Il ne nous semble pas que cette lecture éclairera notablement le jugement du lecteur quant à ce qu’il pourrait sortir d’un tel rassemblement. Le caractère chaotique très réel et indiscutable de l’intervention de Zizek, en effet, loin de détonner et d’apparaître comme complètement déconnectée de l’assemblée qu’il semblerait agresser copieusement avant de la caresser dans le sens du poil, ou le contraire, reflèterait au contraire parfaitement, selon nous, l’état exact de ces esprits qui célèbrent les “valeurs” progressistes en jurant que cela fait d’eux des antiSystème. Pour une fois, par conséquent, le grand trou béant de l’Atlantique qui sépare les USA de l’Europe, selon le cliché convenu, était parfaitement comblé parce que le désarroi et la confusion des progressistes aux USA, alors qu’ils sont en train de réussir une formidable performance électorale avec Sanders, rejoint parfaitement ceux qu’on distingue chez les progressistes européens qui ne veulent pas se soumettre au Système et distinguent par moments la vertu d’être antiSystème tout en brandissant haut et fort les “valeurs” qu’ils chérissent et que le Système manipule à sa guise.
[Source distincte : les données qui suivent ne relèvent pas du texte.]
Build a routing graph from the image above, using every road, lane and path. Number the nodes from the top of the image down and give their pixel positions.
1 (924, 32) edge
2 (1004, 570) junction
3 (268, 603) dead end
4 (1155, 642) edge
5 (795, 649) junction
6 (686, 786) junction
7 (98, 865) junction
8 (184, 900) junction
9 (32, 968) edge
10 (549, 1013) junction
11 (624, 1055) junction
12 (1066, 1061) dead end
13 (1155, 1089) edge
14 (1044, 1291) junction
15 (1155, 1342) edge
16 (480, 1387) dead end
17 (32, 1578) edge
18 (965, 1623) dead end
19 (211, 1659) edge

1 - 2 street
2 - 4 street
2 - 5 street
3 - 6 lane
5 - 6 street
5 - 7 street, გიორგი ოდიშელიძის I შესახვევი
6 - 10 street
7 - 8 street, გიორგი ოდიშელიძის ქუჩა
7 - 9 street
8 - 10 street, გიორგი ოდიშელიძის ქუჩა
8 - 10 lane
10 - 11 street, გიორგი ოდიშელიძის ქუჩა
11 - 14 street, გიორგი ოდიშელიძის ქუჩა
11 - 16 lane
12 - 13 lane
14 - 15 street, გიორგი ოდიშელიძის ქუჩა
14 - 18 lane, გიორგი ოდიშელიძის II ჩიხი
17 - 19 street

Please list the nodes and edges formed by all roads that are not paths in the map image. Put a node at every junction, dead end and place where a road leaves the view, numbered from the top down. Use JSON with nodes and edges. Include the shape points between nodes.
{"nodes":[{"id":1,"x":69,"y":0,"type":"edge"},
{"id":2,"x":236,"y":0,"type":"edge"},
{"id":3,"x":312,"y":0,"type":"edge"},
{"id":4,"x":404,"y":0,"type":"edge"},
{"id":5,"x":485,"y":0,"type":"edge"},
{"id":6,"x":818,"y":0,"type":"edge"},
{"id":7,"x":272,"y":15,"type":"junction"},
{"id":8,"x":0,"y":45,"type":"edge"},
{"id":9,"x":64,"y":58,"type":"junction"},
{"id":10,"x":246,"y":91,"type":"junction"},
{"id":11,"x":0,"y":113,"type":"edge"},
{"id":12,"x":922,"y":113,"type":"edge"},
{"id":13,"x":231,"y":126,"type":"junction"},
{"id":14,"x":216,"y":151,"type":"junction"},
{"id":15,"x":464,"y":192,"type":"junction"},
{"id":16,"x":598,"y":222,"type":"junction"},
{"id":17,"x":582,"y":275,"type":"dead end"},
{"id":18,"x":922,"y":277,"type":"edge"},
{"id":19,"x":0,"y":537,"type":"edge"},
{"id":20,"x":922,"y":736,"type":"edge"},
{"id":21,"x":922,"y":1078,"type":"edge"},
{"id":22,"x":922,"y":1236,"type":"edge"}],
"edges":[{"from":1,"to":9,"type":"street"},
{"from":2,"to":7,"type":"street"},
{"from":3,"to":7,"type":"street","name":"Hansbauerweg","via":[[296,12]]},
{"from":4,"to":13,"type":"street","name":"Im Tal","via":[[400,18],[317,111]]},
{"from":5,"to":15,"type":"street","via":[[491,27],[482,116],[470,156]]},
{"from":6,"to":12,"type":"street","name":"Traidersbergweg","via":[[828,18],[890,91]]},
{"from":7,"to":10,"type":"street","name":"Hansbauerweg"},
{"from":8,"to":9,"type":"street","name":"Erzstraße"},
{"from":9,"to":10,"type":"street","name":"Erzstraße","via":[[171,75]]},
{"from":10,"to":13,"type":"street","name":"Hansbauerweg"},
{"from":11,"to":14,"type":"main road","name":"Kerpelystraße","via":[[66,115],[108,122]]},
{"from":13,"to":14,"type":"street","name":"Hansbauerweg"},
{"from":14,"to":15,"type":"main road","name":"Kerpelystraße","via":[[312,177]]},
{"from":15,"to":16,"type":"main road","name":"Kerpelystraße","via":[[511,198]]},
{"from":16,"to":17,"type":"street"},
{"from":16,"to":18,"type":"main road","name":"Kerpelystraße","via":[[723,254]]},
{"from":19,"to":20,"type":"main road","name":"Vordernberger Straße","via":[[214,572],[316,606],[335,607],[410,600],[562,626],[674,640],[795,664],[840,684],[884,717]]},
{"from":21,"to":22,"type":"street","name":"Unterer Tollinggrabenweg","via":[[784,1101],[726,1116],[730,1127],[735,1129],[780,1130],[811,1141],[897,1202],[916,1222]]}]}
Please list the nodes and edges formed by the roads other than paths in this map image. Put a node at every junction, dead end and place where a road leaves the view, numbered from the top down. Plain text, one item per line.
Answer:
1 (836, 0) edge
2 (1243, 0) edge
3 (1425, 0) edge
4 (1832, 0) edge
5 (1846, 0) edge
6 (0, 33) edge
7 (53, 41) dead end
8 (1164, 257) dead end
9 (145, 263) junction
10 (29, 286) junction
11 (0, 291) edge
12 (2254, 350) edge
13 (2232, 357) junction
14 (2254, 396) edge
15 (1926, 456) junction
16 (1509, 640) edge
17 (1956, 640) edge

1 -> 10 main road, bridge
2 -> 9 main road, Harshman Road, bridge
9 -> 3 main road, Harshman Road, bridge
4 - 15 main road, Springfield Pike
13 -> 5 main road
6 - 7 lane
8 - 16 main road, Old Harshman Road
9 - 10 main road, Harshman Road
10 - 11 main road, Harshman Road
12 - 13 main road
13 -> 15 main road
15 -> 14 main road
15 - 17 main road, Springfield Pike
Ainsi, ce que l’on peut dire de la bataille colossale en cours aux USA vaudrait pour d’autres affrontements qui se préparent dans d’autres pays du bloc-BAO. Partout, la bataille est la même, partout elle se déroule (devrait se dérouler) selon des références absolument novatrices, – justement voilà qui devraient plaire aux “modernes” que prétendent être les progressistes, – c’est-à-dire les références du Système et de l’antiSystème, hors de toutes les idéologies, de tous les slogans, etc. (Ou bien, si l’on veut être encore plus net, en utilisant exactement comme l’on manipule, “idéologies”, “slogans”, etc., pour renforcer le parti qu’on a pris. Dans notre cas, certes, il s’agit d’être antiSystème, et pour cela, tout est bon ; dans une telle bataille, il ne peut y avoir de dilemme quant à la désignation de l’“ennemi principal”.)

Ainsi est-on conduit à observer que la grande différence entre Trump et les électeurs de Trump d’une part, Sanders et les électeurs de Sanders d’autre part, c’est que les premiers ne s’embarrassent pas vraiment dans leurs rapports réciproques de cohérence politique et idéologique tandis que les seconds fondent leurs rapports sur une cohérence politique et idéologique définie précisément par des “valeurs” dont on peut malheureusement craindre, – le phrasé est prudent, – qu’elles soient copieusement manipulées par le Système. D’un côté, – et on devine lequel, – il y a une souplesse tactique qui a le champ libre grâce à une stratégie qui n’a pour seule dynamique que la colère qui est l’autre nom de “populisme”, de l’autre il y a une tactique qui se trouve si souvent emprisonnée par une stratégie qui tend à une extrême rigidité et regarde avec mépris le terme de “populisme” qui la définit pourtant si bien dans les temps actuels qui ne ressemblent à aucun autre. Qui plus est et pour aller au bout du propos, qu’ils le veuillent ou non, qu’ils en aient conscience ou pas, les uns et les autres affrontent le Système et se doivent d’être antiSystème. On voit qui a le plus d’avantages et les meilleures munitions...

Il faudrait qu’une grande voix venue de l’Au-Delà leur fasse entrer là où cela peut germer l’idée que l’antiSystème prime tout ; évidemment, pour que cela marche, il ne faut pas être sourd aux conseils de l’Au-Delà, c’est-à-dire croire, ou faire semblant de croire que l’Au-Delà existe. On dit que le bon roi Henri n’hésita pas à dire que “Paris vaut bien une messe”, et la pirouette lui réussit au-delà de toute espérance... Mais cette analogie n’est qu’une pirouette pour terminer le propos, que les bonnes âmes se rassurent.